Da non dimenticare è che Pechino ha iniziato ad investire pesantemente nelle infrastrutture portuali e retroportuali latinoamericane già da alcuni anni, mentre molti operatori occidentali si sono rivolti agli hub di transhipment indiani, arabi, africani e bengalesi.
Da notare è che la moratoria di 90 giorni vista in prima battuta come una buona notizia introduce secondo molti analisti un elemento di incertezza: le imprese devono infatti decidere se riprogrammare rotte o trasferire le produzioni scommettendo al buio oppure se attendere gli sviluppi dalle trattative.
L’impatto sull’Italia: crescita rallentata e (forse) nuove opportunità
L’Italia, con oltre il 10% delle proprie esportazioni dirette agli USA, è significativamente esposta: nel suo rapporto, la Banca d’Italia ha rivisto al ribasso il PIL per il 2025, fermandolo allo +0,6% e riflettendo anche sul mercato di casa nostra l’incertezza creata dai dazi.
La speranza è che il posizionamento qualitativamente alto di molte merci italiane possa mitigare gli impatti negativi.

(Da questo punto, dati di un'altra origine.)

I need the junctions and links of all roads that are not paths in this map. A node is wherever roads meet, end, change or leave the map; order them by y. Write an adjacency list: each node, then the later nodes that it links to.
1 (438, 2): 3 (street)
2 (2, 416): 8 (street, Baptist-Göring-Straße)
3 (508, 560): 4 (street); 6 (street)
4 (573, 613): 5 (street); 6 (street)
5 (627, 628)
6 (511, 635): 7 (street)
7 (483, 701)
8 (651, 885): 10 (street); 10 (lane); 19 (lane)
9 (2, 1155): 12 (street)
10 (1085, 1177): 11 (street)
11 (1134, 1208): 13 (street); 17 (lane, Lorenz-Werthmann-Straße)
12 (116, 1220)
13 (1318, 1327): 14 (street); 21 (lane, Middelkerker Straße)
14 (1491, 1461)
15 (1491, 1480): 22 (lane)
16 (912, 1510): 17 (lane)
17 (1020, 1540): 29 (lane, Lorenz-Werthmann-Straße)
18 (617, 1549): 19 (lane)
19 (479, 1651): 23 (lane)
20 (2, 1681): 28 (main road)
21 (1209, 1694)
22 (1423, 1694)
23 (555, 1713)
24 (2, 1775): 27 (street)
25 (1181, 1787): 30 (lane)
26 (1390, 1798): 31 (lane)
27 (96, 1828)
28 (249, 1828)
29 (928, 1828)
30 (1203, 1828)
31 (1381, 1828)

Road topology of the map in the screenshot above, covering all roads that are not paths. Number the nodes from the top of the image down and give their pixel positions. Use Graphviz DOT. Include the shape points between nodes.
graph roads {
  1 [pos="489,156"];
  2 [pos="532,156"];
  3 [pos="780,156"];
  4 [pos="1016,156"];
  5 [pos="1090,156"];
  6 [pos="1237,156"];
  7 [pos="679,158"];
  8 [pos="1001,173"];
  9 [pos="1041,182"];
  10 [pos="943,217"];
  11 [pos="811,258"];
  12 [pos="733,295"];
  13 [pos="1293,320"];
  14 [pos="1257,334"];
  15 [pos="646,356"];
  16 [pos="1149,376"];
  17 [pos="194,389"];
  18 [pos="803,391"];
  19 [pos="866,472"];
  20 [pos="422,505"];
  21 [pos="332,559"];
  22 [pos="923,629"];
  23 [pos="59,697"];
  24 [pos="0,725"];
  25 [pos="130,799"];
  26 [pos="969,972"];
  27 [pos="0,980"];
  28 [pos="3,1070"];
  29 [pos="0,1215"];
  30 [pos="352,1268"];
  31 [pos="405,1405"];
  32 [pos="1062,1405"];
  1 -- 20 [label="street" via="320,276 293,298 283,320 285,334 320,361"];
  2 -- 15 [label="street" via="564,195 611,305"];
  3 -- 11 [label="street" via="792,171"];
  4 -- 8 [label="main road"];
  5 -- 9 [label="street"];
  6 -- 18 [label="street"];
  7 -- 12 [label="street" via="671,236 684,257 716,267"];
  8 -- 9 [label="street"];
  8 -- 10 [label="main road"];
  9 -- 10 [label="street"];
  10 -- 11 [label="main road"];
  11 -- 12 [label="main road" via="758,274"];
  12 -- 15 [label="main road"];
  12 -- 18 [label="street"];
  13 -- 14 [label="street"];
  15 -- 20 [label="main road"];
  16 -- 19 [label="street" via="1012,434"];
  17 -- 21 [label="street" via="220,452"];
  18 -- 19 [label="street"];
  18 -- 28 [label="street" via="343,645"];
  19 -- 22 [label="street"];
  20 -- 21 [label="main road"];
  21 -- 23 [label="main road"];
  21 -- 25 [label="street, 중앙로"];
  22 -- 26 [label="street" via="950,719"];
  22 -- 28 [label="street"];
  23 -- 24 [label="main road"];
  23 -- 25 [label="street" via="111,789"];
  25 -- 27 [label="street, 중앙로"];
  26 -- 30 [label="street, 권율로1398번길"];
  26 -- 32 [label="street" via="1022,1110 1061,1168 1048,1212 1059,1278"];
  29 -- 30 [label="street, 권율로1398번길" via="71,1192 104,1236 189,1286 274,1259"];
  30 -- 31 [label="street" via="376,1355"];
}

Di fronte alle tensioni commerciali, sia Roma che Bruxelles guardano a nuovi mercati: India, Sud America e Africa emergono come alternative alla dipendenza dagli Stati Uniti. In parallelo, il settore manifatturiero italiano potrebbe sfruttare la transizione verso produzioni regionali per rafforzare la propria posizione.
Nel frattempo, la stessa Cina ha teso la mano all’Europa per ‘contrastare il bullo americano’, sebbene anche il capitolo delle importazioni aggressive che giungono da Pechino sia oggetto di preoccupazioni per la salute dei mercati europei.
Nel prossimo trimestre si capirà se la moratoria porterà a soluzioni concrete o se la guerra commerciale continuerà ad amplificare i suoi effetti su scala globale.